Settlers had all retreated east, well past the line set forth by the unrelated
Royal Proclamation of 1763, which determined to restrict settlement to the
Appalachians to prevent encroachment that London feared would cause such
altercations with the Native Americans. It seemed to be a suitable line now as
all settlers had been chased out of the area, but Gage refused to leave Pontiac
and his confederation as victors.
That winter, Gage had no problem raising up volunteers from
local militias. Groups of men formed up gangs, such as the Paxton Boys that
were ready to fight any Indian, including those who had been Christianized and
lived as British citizens. The Paxtonians had marched on Philadelphia in
pursuit of eastern Native Americans who fled there seeking asylum from their
scourge. Benjamin Franklin, leader of one of the local militias, was able to
stop them from completing their raid. Gage absorbed the Paxtonians into his own
forces and promoted Franklin to a general of militia.
In the spring, Gage launched two expeditions: one in the north
to quell the Seneca besieging Fort Niagara and one in the south marching from
Pennsylvania to alleviate the assaults there and in Virginia. Western New York
was soon settled with the Treaty of Fort Niagara, which turned the rest of the
Iroquois against the warring Seneca and made them fast allies with the British.
The Ohio Campaign dragged on for another five years. By the end, Pontiac had
grown despotic, leading increasingly desperate raids from Illinois where he
scrounged munitions from French settlers. Gage and Franklin were able to use
Pontiac’s extremism against the federation, breaking off tribes willing to sign
independent treaties. After Pontiac’s assassination in 1769, the broken
warriors fled across the Mississippi rather than accede to British authority.

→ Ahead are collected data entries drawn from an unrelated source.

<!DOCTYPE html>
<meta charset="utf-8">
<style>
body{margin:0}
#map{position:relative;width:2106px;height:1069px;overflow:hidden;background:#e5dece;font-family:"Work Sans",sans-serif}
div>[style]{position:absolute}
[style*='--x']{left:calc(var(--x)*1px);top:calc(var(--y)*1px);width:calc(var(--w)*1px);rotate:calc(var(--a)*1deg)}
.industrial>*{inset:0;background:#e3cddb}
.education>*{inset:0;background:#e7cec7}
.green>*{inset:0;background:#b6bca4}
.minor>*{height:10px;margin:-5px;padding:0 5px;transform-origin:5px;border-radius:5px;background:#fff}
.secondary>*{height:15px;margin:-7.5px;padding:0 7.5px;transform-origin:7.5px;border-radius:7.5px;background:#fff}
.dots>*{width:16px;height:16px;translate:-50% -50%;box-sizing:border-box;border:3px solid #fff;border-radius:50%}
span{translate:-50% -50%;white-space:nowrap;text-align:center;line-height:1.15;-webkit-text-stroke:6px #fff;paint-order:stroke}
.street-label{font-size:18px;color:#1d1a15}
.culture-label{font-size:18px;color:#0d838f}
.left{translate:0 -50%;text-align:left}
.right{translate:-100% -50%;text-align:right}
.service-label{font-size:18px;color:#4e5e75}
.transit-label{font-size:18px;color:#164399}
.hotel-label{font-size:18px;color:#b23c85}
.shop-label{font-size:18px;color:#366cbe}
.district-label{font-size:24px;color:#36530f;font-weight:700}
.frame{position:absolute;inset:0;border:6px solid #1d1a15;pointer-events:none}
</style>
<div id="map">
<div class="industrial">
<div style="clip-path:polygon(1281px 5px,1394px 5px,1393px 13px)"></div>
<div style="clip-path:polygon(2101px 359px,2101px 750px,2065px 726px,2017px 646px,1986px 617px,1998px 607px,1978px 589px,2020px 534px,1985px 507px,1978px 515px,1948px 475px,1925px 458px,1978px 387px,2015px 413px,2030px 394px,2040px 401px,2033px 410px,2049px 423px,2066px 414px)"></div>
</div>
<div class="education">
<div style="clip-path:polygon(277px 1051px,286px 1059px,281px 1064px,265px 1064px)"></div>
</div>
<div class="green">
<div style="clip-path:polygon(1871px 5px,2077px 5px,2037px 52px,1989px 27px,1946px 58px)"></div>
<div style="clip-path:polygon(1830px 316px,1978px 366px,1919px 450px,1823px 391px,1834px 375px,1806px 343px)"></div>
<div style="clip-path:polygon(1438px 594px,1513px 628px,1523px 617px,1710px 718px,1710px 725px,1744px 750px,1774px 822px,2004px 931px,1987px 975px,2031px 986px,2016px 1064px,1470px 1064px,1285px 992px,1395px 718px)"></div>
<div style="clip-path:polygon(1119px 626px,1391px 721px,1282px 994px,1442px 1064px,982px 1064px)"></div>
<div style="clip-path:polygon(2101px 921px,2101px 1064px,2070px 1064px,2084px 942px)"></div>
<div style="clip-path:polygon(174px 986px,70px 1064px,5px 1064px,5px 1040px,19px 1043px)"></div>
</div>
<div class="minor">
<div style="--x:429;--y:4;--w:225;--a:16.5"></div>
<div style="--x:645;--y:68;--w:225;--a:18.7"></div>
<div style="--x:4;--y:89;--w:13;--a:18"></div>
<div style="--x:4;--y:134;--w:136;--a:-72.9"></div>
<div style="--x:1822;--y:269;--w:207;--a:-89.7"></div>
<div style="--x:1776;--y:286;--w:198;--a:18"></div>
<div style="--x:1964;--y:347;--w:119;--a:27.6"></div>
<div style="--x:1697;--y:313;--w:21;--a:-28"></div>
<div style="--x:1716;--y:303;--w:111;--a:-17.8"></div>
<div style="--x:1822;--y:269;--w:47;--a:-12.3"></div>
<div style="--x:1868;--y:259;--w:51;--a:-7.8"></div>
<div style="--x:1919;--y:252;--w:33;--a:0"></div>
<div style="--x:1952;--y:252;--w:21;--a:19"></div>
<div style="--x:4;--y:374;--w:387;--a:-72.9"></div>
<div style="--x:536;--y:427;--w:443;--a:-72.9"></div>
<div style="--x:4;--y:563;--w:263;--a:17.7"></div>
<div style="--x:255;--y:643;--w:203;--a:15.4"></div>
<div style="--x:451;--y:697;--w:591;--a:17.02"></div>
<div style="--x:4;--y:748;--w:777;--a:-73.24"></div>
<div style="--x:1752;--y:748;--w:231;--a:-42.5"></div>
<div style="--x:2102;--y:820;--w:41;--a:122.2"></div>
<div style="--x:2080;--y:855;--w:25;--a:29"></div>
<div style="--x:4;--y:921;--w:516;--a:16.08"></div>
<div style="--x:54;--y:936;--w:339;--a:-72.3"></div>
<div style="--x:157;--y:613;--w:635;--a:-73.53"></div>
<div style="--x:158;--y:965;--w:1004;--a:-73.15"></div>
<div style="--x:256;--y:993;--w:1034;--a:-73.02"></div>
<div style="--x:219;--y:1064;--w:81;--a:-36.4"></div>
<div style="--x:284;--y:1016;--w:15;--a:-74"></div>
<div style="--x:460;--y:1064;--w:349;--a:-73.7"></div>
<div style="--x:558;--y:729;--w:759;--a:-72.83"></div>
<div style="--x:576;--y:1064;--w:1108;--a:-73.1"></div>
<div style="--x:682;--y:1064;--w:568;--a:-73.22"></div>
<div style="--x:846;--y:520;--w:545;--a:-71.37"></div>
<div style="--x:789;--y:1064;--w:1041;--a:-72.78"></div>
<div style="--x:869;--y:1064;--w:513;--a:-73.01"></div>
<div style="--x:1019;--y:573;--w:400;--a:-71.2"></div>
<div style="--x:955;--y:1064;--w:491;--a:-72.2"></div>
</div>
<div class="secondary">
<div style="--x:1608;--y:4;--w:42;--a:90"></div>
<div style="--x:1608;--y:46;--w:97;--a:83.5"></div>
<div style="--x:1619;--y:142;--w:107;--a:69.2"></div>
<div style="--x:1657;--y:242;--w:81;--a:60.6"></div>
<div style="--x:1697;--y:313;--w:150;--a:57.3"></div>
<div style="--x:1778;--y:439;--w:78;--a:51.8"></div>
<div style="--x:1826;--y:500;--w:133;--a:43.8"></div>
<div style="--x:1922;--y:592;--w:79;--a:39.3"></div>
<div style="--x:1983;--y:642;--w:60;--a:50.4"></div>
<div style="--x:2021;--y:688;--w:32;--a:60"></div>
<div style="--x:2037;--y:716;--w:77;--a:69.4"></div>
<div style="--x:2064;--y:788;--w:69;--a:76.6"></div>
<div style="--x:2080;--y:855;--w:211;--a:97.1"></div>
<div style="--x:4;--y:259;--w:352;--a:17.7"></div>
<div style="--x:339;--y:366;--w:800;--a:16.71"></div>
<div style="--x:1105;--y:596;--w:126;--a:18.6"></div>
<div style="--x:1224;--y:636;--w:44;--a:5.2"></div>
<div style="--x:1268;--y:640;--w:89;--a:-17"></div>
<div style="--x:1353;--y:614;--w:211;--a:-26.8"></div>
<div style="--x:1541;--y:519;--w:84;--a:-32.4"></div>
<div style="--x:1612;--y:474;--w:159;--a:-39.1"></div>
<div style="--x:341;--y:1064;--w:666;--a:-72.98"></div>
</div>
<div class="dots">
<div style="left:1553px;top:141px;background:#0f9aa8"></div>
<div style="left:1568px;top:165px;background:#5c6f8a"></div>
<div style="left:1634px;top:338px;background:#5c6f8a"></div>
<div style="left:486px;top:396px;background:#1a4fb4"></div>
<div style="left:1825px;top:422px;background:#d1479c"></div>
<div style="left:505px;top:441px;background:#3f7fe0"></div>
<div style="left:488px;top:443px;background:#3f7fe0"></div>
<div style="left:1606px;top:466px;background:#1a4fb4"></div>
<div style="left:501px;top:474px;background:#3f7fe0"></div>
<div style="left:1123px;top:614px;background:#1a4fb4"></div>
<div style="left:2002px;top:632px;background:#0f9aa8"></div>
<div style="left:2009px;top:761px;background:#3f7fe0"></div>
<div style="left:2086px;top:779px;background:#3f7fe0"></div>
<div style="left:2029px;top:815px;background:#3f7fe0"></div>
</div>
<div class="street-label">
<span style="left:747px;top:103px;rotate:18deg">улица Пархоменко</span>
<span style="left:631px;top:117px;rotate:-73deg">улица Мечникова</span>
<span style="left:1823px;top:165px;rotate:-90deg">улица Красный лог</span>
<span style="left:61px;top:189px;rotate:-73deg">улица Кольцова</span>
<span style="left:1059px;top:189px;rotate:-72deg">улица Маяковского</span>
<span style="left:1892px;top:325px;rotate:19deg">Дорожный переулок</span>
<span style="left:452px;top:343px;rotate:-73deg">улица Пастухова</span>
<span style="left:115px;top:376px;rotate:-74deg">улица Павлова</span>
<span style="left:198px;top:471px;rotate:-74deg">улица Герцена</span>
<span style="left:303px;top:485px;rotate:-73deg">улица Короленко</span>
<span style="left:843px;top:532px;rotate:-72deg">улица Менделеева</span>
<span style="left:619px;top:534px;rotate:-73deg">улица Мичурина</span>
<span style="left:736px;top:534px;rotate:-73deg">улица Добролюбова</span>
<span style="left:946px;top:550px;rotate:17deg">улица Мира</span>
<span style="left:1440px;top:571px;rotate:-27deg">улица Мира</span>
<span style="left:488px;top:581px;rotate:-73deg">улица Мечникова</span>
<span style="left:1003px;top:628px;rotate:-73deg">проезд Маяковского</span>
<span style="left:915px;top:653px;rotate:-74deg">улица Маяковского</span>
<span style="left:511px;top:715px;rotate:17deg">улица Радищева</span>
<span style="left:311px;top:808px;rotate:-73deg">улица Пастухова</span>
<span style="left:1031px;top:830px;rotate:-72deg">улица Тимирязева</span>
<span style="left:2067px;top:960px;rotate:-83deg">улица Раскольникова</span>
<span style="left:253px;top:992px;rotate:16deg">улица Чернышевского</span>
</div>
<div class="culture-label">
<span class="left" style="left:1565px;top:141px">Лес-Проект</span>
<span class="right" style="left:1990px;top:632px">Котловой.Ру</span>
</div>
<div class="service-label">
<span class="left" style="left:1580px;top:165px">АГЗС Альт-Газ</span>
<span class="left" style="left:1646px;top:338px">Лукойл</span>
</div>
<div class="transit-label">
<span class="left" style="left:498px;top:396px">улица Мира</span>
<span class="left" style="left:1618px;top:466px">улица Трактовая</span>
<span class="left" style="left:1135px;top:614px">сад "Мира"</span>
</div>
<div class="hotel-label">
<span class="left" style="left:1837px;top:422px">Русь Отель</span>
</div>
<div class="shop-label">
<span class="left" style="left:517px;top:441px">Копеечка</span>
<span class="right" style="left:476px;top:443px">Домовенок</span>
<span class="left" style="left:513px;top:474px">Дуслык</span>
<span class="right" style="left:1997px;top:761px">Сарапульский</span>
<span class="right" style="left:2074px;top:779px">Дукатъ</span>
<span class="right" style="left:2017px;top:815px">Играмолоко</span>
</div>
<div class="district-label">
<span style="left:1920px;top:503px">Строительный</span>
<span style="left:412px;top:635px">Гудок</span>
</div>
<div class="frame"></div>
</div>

The war had been a costly one, but North American colonials
seemed willing to accept taxes on stamps and tea to pay for their safety. With
the Ohio Valley seized by military action and largely depopulated except for
narrow reserves for defeated tribes, the Royal Proclamation of 1763 was
overturned. Instead, colonists were encouraged to head west, and land sales
helped pay much of the massive war debt. Speculation led to the Panic of 1776
and an uprising of disenfranchised, which was settled by Gage's harsh
crackdown. Upon his recall and extensions of dominion status for peaceful
colonies like Virginia, North Americans quietly returned to the Empire.
--
In reality, although the story of the Indian woman may be
legend, Major Gladwin did receive word of Pontiac’s sneak attack and had his
men prepped and armed. Pontiac retreated and soon returned to besiege the fort.
Other forts fell to Native Americans, but their progress was stopped at the
Battle of Bushy Run. After the war, Gage turned his unsympathetic policies on
the colonists, who were outraged by the Proclamation of 1769 and increased taxes,
leading to the Declaration of Independence.